Konigsburg is the author of the following books; those she illustrated are noted ("illus. ELK"). She said that Father's Arcane Daughter is sometimes her favorite book and Eleanor of Aquitaine is the person that she would most like to meet. Her work has been translated and published in multiple languages, including Korean.
- Jennifer, Hecate, Macbeth, William McKinley, and Me, Elizabeth (1967), illus. ELK - 1968 UK title, Jennifer, Hecate, Macbeth, and Me
- From the Mixed-Up Files of Mrs. Basil E. Frankweiler (1967), illus. ELK
- About the B'nai Bagels (1969), illus. ELK
- (George) (1970), illus. ELK - 1974 UK title, Benjamin Dickenson Carr and His (George)
- Altogether, One at a Time (1971), short story collection
- A Proud Taste for Scarlet and Miniver (1973), illus. ELK, historical novel featuring Eleanor of Aquitaine
- The Dragon in the Ghetto Caper (1974), illus. ELK
- The Second Mrs. Giaconda (1975), historical novel featuring Leonardo da Vinci - also published as The Second Mrs. Gioconda
- Father's Arcane Daughter (1976) - later published as My Father's Daughter
- Throwing Shadows (1979), short story collection
- Journey to an 800 Number (1982) - 1983 UK title, Journey by First Class Camel
- Up from Jericho Tel (1986)
- Samuel Todd's Book of Great Colors (1990), picture book, illus. ELK
- Samuel Todd's Book of Great Inventions (1991), picture book, illus. ELK
- Amy Elizabeth Explores Bloomingdale's (1992), picture book, illus. ELK
- T-Backs, T-Shirts, COAT, and Suit (1993)
- TalkTalk: A Children's Book Author Speaks to Grown-ups (1995), nine lectures and speeches
- The View from Saturday (1996)
- Silent to the Bone (2000)
- The Outcasts of 19 Schuyler Place (2004)
- The Mysterious Edge of the Heroic World (2007)

==Adaptations==

Beside audiobook recordings, four of Konigsburg's novels have been adapted and produced as movies or plays.

- From the Mixed-Up Files of Mrs. Basil E. Frankweiler: 1973 film starring Ingrid Bergman (Cinema 5), released 1974 as "The Hideaways" (Bing Crosby Productions); and a 1995 film starring Lauren Bacall released on television.
- Jennifer, Hecate, Macbeth, William McKinley, and Me, Elizabeth: 1973 television movie "Jennifer and Me" (NBC)
- The Second Mrs.

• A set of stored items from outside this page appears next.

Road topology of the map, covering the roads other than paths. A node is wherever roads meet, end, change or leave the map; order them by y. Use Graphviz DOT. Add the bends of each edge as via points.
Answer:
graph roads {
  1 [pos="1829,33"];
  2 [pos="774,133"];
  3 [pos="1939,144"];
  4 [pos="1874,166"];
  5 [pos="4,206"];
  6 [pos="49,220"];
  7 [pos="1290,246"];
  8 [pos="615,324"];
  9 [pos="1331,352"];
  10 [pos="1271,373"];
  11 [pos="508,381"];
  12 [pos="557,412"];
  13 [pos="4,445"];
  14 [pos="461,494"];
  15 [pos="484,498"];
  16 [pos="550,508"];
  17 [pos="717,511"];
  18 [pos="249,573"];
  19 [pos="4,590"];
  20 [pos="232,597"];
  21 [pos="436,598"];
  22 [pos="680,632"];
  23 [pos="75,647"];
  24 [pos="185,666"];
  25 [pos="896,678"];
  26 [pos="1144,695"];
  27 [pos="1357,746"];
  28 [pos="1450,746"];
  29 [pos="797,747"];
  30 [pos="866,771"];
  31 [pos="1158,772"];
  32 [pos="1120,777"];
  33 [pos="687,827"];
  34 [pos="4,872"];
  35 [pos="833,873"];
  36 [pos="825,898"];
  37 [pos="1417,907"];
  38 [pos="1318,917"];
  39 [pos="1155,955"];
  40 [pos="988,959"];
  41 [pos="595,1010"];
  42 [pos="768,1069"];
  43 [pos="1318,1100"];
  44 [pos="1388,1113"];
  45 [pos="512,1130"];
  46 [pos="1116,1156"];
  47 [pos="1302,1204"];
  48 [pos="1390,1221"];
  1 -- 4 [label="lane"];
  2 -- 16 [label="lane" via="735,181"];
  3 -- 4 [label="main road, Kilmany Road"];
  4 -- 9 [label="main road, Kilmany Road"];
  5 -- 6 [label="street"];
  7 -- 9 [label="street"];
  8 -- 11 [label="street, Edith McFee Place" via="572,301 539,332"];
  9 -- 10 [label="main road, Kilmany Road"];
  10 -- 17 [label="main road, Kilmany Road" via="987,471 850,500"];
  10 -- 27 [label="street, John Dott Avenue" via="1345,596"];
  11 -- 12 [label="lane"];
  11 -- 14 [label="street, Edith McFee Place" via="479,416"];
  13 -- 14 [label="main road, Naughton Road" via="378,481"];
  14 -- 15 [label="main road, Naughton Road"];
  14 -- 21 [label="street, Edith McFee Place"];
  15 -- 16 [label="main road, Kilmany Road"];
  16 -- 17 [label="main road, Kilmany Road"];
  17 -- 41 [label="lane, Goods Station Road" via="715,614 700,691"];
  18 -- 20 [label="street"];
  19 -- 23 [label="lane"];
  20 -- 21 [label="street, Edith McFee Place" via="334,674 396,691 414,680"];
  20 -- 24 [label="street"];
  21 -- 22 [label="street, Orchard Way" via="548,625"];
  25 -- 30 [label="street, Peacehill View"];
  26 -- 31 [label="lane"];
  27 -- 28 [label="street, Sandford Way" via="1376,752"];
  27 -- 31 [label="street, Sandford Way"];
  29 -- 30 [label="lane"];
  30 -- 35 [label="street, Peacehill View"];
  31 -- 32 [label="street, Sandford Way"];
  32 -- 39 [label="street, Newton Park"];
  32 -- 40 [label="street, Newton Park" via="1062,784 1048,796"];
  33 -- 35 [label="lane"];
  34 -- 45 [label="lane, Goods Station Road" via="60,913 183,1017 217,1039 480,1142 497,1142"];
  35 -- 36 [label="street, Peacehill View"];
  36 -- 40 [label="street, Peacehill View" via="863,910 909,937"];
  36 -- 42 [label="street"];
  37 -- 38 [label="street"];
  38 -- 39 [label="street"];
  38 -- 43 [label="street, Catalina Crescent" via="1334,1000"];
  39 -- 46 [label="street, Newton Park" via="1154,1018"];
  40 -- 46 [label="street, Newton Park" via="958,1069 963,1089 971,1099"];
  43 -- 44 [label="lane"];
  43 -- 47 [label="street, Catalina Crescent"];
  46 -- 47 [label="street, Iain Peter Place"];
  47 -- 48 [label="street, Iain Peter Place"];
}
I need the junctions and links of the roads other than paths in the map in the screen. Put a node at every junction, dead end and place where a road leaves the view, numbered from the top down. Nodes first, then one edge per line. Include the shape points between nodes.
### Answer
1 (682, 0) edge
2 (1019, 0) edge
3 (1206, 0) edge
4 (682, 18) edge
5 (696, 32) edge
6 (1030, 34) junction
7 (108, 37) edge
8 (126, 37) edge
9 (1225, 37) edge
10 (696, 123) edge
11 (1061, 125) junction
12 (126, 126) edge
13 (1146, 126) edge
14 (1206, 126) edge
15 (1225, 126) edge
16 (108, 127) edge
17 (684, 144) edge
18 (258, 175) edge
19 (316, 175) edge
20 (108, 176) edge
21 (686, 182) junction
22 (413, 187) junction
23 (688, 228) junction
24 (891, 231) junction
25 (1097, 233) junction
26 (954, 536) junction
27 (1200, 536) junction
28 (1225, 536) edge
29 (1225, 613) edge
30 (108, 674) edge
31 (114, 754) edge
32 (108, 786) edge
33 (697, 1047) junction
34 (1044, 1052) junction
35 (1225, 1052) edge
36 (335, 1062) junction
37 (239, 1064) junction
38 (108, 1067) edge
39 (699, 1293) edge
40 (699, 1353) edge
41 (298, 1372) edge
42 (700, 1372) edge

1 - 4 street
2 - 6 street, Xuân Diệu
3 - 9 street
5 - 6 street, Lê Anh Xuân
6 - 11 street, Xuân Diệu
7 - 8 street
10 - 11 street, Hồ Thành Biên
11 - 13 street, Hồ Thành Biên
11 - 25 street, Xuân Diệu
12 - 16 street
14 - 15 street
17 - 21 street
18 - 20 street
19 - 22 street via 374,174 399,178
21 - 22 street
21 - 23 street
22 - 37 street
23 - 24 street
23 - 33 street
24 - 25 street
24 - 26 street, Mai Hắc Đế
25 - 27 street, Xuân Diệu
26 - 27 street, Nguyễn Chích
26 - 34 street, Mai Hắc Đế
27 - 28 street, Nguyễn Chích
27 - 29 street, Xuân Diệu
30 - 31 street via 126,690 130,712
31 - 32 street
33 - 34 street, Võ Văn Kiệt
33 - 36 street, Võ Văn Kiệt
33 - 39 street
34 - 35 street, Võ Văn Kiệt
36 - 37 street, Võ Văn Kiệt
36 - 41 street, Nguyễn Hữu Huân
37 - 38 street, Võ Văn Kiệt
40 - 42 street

Giaconda: 1976 production of a play (Jacksonville FL)
- Father's Arcane Daughter: 1990 television movie "Caroline?" (Hallmark Hall of Fame)

==Awards==

- Jennifer, Hecate, Macbeth, William McKinley, and Me, Elizabeth: 1968 Newbery Honor
- From the Mixed-Up Files of Mrs. Basil E. Frankweiler: 1968 Newbery Medal, named to the Lewis Carroll Shelf Award list in 1968; 1970 William Allen White Children's Book Award
- The View from Saturday: 1997 Newbery Medal
- 1995 Honorary membership in Phi Beta Kappa from Carnegie Mellon University
- 1999 Distinguished Alumni Achievement Award from Carnegie Mellon University

Two books by Konigsburg were finalists for the National Book Award in "Children's" categories (1969 to 1983), the historical novel A Proud Taste for Scarlet and Miniver in 1974 and the short story collection Throwing Shadows in 1980. A Proud Taste was the 1993 Phoenix Award runner-up and Throwing Shadows won the 1999 Phoenix. That Children's Literature Association award recognizes the best children's book published 20 years earlier that did not win a major award; it is named for the mythical bird phoenix, which is reborn from its ashes, to suggest the winning book's rise from obscurity.